> Activity
Please write out all the data exactly as shown.

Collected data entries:
<<<<

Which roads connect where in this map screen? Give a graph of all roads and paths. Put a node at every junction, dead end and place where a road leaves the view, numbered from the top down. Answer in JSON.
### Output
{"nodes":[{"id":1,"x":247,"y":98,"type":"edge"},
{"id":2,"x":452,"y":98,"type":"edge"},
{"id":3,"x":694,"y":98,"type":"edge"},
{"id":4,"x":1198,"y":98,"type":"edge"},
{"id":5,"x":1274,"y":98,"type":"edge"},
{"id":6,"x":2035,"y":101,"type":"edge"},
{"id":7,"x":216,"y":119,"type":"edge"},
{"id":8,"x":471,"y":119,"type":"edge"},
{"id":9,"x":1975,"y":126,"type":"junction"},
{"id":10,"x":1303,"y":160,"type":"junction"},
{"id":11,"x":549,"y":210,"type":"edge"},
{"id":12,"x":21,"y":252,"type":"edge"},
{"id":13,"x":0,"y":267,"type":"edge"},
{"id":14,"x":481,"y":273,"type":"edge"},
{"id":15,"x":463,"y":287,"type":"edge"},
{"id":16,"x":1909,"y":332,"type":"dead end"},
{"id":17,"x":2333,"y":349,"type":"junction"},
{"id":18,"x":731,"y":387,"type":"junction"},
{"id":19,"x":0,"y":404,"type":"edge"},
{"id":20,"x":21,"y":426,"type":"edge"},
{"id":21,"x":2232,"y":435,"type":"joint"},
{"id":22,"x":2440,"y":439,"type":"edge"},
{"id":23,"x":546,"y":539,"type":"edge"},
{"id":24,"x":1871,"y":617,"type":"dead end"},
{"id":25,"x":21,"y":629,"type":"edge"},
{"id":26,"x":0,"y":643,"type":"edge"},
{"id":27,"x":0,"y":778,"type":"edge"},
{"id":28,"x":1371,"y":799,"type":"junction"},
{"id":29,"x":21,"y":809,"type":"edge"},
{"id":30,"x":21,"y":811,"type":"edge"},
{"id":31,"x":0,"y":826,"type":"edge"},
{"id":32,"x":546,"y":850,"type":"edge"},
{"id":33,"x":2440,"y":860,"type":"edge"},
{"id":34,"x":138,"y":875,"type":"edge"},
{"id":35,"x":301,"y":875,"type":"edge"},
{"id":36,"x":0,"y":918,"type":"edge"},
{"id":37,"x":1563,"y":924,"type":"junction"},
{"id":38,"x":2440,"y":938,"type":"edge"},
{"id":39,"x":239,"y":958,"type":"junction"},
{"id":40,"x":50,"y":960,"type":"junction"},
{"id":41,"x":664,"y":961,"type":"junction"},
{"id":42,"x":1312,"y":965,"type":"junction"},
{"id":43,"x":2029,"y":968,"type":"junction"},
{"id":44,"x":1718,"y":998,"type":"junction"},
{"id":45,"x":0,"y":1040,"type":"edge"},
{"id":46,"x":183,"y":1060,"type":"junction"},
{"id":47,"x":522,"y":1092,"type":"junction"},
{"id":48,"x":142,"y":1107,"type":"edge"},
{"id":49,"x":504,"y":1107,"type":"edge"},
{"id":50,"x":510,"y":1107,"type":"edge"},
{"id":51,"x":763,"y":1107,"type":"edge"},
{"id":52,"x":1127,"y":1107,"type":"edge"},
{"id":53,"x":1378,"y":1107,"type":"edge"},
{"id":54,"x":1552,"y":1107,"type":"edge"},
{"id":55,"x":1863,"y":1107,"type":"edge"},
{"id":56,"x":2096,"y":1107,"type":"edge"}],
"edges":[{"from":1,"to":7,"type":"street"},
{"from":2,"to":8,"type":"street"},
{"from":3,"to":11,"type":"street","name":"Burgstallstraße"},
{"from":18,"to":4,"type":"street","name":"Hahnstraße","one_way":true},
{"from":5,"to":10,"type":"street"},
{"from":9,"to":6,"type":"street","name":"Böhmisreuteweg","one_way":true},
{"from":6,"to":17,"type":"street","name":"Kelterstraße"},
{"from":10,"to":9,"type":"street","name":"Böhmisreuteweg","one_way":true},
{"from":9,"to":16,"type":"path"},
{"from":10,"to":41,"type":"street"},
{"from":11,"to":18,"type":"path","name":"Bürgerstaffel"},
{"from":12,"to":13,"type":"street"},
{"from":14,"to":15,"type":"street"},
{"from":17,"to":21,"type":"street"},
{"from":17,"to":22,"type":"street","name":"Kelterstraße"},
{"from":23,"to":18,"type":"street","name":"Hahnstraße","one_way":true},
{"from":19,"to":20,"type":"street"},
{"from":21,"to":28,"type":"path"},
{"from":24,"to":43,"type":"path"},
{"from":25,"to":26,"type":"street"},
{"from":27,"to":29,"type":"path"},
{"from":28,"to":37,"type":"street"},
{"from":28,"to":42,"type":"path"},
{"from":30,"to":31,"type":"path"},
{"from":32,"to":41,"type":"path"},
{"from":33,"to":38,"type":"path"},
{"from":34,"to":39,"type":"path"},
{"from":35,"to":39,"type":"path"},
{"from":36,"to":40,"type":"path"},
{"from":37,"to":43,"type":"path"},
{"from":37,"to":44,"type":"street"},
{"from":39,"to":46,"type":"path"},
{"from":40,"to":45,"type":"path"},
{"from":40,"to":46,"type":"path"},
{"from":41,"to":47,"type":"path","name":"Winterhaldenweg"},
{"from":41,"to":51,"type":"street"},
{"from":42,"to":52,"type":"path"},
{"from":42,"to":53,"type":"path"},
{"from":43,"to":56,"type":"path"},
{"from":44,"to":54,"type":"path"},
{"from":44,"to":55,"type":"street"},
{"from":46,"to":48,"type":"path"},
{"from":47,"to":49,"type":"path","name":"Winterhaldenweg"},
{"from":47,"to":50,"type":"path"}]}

>>>>

> Response to the exercise
Which roads connect where in this map screen? Give a graph of all roads and paths. Put a node at every junction, dead end and place where a road leaves the view, numbered from the top down. Answer in JSON.
### Output
{"nodes":[{"id":1,"x":247,"y":98,"type":"edge"},
{"id":2,"x":452,"y":98,"type":"edge"},
{"id":3,"x":694,"y":98,"type":"edge"},
{"id":4,"x":1198,"y":98,"type":"edge"},
{"id":5,"x":1274,"y":98,"type":"edge"},
{"id":6,"x":2035,"y":101,"type":"edge"},
{"id":7,"x":216,"y":119,"type":"edge"},
{"id":8,"x":471,"y":119,"type":"edge"},
{"id":9,"x":1975,"y":126,"type":"junction"},
{"id":10,"x":1303,"y":160,"type":"junction"},
{"id":11,"x":549,"y":210,"type":"edge"},
{"id":12,"x":21,"y":252,"type":"edge"},
{"id":13,"x":0,"y":267,"type":"edge"},
{"id":14,"x":481,"y":273,"type":"edge"},
{"id":15,"x":463,"y":287,"type":"edge"},
{"id":16,"x":1909,"y":332,"type":"dead end"},
{"id":17,"x":2333,"y":349,"type":"junction"},
{"id":18,"x":731,"y":387,"type":"junction"},
{"id":19,"x":0,"y":404,"type":"edge"},
{"id":20,"x":21,"y":426,"type":"edge"},
{"id":21,"x":2232,"y":435,"type":"joint"},
{"id":22,"x":2440,"y":439,"type":"edge"},
{"id":23,"x":546,"y":539,"type":"edge"},
{"id":24,"x":1871,"y":617,"type":"dead end"},
{"id":25,"x":21,"y":629,"type":"edge"},
{"id":26,"x":0,"y":643,"type":"edge"},
{"id":27,"x":0,"y":778,"type":"edge"},
{"id":28,"x":1371,"y":799,"type":"junction"},
{"id":29,"x":21,"y":809,"type":"edge"},
{"id":30,"x":21,"y":811,"type":"edge"},
{"id":31,"x":0,"y":826,"type":"edge"},
{"id":32,"x":546,"y":850,"type":"edge"},
{"id":33,"x":2440,"y":860,"type":"edge"},
{"id":34,"x":138,"y":875,"type":"edge"},
{"id":35,"x":301,"y":875,"type":"edge"},
{"id":36,"x":0,"y":918,"type":"edge"},
{"id":37,"x":1563,"y":924,"type":"junction"},
{"id":38,"x":2440,"y":938,"type":"edge"},
{"id":39,"x":239,"y":958,"type":"junction"},
{"id":40,"x":50,"y":960,"type":"junction"},
{"id":41,"x":664,"y":961,"type":"junction"},
{"id":42,"x":1312,"y":965,"type":"junction"},
{"id":43,"x":2029,"y":968,"type":"junction"},
{"id":44,"x":1718,"y":998,"type":"junction"},
{"id":45,"x":0,"y":1040,"type":"edge"},
{"id":46,"x":183,"y":1060,"type":"junction"},
{"id":47,"x":522,"y":1092,"type":"junction"},
{"id":48,"x":142,"y":1107,"type":"edge"},
{"id":49,"x":504,"y":1107,"type":"edge"},
{"id":50,"x":510,"y":1107,"type":"edge"},
{"id":51,"x":763,"y":1107,"type":"edge"},
{"id":52,"x":1127,"y":1107,"type":"edge"},
{"id":53,"x":1378,"y":1107,"type":"edge"},
{"id":54,"x":1552,"y":1107,"type":"edge"},
{"id":55,"x":1863,"y":1107,"type":"edge"},
{"id":56,"x":2096,"y":1107,"type":"edge"}],
"edges":[{"from":1,"to":7,"type":"street"},
{"from":2,"to":8,"type":"street"},
{"from":3,"to":11,"type":"street","name":"Burgstallstraße"},
{"from":18,"to":4,"type":"street","name":"Hahnstraße","one_way":true},
{"from":5,"to":10,"type":"street"},
{"from":9,"to":6,"type":"street","name":"Böhmisreuteweg","one_way":true},
{"from":6,"to":17,"type":"street","name":"Kelterstraße"},
{"from":10,"to":9,"type":"street","name":"Böhmisreuteweg","one_way":true},
{"from":9,"to":16,"type":"path"},
{"from":10,"to":41,"type":"street"},
{"from":11,"to":18,"type":"path","name":"Bürgerstaffel"},
{"from":12,"to":13,"type":"street"},
{"from":14,"to":15,"type":"street"},
{"from":17,"to":21,"type":"street"},
{"from":17,"to":22,"type":"street","name":"Kelterstraße"},
{"from":23,"to":18,"type":"street","name":"Hahnstraße","one_way":true},
{"from":19,"to":20,"type":"street"},
{"from":21,"to":28,"type":"path"},
{"from":24,"to":43,"type":"path"},
{"from":25,"to":26,"type":"street"},
{"from":27,"to":29,"type":"path"},
{"from":28,"to":37,"type":"street"},
{"from":28,"to":42,"type":"path"},
{"from":30,"to":31,"type":"path"},
{"from":32,"to":41,"type":"path"},
{"from":33,"to":38,"type":"path"},
{"from":34,"to":39,"type":"path"},
{"from":35,"to":39,"type":"path"},
{"from":36,"to":40,"type":"path"},
{"from":37,"to":43,"type":"path"},
{"from":37,"to":44,"type":"street"},
{"from":39,"to":46,"type":"path"},
{"from":40,"to":45,"type":"path"},
{"from":40,"to":46,"type":"path"},
{"from":41,"to":47,"type":"path","name":"Winterhaldenweg"},
{"from":41,"to":51,"type":"street"},
{"from":42,"to":52,"type":"path"},
{"from":42,"to":53,"type":"path"},
{"from":43,"to":56,"type":"path"},
{"from":44,"to":54,"type":"path"},
{"from":44,"to":55,"type":"street"},
{"from":46,"to":48,"type":"path"},
{"from":47,"to":49,"type":"path","name":"Winterhaldenweg"},
{"from":47,"to":50,"type":"path"}]}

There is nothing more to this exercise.